Modus seperti ini, kata polisi, juga berkembang di Indonesia. Ada dua kasus yang dijadikan contoh. Pertama kasus bom di Solo. Bom itu meledak di gereja Bethel 25 Desember 2011. Itu bom bunuh diri.


Orang yang bunuh diri itu, kata polisi, adalah Ahmad Yosepa Hidayat. Dan dia satu-satunya korban tewas dalam peristiwa horor itu. Mereka yang menjadi sasaran luka-luka. Sebelum beraksi, kata polisi, Ahmad rajin membuka situs-situs militan.

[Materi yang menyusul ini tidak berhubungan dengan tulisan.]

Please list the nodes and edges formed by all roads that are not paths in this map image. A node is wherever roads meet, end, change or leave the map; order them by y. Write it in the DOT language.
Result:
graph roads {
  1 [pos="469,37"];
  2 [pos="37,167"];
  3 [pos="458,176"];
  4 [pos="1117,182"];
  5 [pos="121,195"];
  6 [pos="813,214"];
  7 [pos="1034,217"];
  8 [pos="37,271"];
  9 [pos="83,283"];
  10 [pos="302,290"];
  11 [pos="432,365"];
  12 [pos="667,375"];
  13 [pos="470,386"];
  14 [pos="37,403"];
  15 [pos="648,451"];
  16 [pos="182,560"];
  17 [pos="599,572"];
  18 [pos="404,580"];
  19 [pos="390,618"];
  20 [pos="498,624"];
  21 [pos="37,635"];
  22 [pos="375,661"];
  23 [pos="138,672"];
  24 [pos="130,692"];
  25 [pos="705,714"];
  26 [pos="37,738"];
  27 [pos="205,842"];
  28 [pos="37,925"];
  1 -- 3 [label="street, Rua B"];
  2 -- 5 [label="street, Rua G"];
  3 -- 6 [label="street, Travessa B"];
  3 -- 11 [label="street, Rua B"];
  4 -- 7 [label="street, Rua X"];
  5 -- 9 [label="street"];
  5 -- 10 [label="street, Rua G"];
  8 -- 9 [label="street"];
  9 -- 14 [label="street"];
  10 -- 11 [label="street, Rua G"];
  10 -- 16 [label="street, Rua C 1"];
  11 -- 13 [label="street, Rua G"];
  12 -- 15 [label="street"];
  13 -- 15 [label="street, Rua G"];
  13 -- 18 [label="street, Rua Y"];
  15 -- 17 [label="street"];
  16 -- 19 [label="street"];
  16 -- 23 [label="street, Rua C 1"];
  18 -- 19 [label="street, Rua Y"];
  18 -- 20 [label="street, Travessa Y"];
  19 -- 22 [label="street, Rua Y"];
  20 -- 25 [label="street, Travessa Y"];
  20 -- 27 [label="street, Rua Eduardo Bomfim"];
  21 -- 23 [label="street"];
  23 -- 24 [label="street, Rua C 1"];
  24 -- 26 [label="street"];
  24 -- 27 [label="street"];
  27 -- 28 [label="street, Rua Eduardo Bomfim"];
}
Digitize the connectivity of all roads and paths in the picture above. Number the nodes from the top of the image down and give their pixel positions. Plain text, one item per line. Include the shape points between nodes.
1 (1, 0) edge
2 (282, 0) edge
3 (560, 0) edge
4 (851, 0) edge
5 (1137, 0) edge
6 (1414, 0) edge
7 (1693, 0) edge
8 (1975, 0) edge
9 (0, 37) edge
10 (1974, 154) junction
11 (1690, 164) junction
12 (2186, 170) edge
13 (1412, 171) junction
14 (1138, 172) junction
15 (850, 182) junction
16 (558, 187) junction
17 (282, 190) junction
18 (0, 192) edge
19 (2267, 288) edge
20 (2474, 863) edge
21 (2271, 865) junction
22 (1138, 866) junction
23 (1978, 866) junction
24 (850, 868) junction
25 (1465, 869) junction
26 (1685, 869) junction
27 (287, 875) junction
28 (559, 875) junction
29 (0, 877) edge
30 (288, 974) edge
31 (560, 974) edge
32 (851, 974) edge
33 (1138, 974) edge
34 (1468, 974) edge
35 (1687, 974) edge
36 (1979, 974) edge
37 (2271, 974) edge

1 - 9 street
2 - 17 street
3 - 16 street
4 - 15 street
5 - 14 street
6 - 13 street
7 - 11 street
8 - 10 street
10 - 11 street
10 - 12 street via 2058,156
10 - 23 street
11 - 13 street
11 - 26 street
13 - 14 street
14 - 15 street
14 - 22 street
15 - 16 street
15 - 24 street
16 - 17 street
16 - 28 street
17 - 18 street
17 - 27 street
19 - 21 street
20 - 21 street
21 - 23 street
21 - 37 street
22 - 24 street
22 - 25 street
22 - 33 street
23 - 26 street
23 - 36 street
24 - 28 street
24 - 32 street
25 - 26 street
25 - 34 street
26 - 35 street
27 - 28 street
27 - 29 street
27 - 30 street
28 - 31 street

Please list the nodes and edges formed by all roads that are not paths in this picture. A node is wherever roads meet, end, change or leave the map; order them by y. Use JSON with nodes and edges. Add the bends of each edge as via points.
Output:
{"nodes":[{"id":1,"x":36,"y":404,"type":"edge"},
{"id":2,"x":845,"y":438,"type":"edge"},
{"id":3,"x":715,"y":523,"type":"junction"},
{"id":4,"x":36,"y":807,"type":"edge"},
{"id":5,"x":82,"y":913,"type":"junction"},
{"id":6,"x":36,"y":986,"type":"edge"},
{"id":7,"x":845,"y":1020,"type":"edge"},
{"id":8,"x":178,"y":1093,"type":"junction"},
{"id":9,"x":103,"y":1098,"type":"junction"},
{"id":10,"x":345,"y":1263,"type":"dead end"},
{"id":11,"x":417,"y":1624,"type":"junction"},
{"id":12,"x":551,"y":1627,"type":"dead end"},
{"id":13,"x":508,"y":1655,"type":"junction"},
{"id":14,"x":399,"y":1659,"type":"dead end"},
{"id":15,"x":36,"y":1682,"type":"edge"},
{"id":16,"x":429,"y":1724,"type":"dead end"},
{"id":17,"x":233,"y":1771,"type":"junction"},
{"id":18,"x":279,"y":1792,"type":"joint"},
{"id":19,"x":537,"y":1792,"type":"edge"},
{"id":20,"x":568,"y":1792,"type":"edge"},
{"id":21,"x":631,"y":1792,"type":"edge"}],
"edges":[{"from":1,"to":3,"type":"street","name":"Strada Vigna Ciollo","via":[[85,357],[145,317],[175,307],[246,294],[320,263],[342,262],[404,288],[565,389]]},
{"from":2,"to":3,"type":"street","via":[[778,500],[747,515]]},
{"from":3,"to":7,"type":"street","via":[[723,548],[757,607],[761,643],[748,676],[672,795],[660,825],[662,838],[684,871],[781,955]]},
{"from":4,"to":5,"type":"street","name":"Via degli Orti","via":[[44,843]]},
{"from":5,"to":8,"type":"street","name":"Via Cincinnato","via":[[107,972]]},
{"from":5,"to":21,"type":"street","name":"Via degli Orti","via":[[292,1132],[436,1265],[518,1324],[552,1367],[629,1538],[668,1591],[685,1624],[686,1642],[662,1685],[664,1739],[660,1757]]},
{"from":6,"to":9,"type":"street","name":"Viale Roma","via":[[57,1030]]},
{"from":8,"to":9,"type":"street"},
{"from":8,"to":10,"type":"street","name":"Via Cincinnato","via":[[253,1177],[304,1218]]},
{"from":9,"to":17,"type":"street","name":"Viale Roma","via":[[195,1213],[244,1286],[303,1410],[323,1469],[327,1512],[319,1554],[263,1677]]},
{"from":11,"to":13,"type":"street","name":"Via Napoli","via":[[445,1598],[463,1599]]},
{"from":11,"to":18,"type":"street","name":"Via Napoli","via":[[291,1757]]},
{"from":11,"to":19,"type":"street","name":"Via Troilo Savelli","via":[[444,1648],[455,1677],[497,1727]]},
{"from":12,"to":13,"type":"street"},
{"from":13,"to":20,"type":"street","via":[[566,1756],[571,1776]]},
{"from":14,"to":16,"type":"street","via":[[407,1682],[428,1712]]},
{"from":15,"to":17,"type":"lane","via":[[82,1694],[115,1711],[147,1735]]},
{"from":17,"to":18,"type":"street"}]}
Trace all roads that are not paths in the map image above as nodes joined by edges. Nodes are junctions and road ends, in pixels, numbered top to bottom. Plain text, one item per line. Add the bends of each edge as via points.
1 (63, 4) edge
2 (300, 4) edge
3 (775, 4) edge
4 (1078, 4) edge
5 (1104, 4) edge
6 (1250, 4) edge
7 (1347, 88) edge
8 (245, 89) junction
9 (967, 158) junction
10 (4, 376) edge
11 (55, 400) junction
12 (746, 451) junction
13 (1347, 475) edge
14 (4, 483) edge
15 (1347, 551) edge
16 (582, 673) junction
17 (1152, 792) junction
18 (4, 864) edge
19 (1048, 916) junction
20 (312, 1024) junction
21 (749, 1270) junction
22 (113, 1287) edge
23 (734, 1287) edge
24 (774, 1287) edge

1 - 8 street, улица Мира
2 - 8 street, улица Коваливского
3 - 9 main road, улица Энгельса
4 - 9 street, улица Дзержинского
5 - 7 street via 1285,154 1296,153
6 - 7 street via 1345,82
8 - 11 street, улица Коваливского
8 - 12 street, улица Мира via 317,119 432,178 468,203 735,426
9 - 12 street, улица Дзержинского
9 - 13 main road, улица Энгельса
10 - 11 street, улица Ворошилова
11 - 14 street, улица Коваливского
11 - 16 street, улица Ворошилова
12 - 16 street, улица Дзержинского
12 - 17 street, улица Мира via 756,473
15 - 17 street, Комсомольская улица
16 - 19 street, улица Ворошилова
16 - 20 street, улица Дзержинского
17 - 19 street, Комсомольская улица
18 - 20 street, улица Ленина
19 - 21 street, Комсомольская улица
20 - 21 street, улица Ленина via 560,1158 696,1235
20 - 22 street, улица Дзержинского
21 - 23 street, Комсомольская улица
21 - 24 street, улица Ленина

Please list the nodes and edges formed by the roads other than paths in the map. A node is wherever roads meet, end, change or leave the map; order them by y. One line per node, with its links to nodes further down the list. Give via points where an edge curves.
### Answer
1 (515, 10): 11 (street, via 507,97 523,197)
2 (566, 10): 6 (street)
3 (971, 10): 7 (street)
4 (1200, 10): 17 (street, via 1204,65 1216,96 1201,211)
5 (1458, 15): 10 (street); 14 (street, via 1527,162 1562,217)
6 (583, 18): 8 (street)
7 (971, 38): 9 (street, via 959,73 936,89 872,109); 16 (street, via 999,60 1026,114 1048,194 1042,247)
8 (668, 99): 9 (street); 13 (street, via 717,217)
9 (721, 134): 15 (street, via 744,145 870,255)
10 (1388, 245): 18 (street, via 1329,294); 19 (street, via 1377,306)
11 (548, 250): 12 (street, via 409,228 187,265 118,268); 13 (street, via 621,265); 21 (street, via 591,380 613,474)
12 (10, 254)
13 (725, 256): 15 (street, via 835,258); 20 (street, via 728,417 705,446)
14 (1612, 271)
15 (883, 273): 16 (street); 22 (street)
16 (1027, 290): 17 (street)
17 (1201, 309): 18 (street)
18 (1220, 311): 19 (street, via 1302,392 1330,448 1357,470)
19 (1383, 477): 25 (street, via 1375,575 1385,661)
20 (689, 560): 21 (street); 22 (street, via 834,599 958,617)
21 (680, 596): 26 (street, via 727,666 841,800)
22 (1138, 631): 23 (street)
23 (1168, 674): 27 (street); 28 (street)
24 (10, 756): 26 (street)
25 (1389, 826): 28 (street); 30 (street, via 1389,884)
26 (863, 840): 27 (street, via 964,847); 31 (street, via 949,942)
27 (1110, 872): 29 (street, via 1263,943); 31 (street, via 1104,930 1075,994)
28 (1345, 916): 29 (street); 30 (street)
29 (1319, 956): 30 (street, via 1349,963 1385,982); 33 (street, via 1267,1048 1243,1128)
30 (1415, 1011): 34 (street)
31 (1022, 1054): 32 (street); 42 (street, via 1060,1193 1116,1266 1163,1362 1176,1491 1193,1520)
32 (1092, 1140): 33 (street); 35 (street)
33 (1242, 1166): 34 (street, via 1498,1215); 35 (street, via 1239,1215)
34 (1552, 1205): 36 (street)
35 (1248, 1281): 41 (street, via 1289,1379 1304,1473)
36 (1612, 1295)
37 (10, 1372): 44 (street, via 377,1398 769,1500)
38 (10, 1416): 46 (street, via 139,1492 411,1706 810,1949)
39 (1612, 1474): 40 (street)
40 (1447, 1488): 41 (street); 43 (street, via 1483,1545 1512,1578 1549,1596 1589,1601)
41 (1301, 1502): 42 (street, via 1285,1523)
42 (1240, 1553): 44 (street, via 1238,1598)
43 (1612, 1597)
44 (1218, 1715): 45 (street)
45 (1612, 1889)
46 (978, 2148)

Kasus kedua, kata Kepala Bagian Penerangan Umum Mabes Polri Komisaris Besar Polisi Boy Rafli Amar, adalah teror bom buku. Teror itu dilakukan Maret 2012. Bom buku itu dikirim ke tiga orang.  Aktivis Jaringan Islam Liberal Ulil Absar Abdala, penyanyi kondang Ahmad Dhani dan Ketua Badan Narkotika Nasional (BNN) Brigjen Gories Mere.

Sejumlah pelaku teror itu sudah divonis. Salah satunya adalah Pepi Fernando. Sudah diketuk hakim 5 Maret 2012.  Divonis 18 tahun penjara. Menurut polisi dia pelaku teror itu. Dia mengaku menemukan nama-nama dan alamat korban via mesin pencari Google. Selain itu, “Pepi pernah menyebutkan bahwa dia belajar dari dunia maya," kata Boy.
Rencana jaringan Pepi ini, kata polisi, memang luar biasa. Hendak membom rombongan Presiden Susilo Bambang Yudhoyono. Direncanakan di Cibubur. Saat presiden pulang atau pergi dari kediaman pribadinya di Cikeas. Selain mengincar presiden, jaringan ini merencanakan pengeboman di Puspitek, Serpong, Tangerang. Dia juga  meletakkan bom di Banjir Kanal Timur, Cakung, tak jauh dari sebuah gereja di sana.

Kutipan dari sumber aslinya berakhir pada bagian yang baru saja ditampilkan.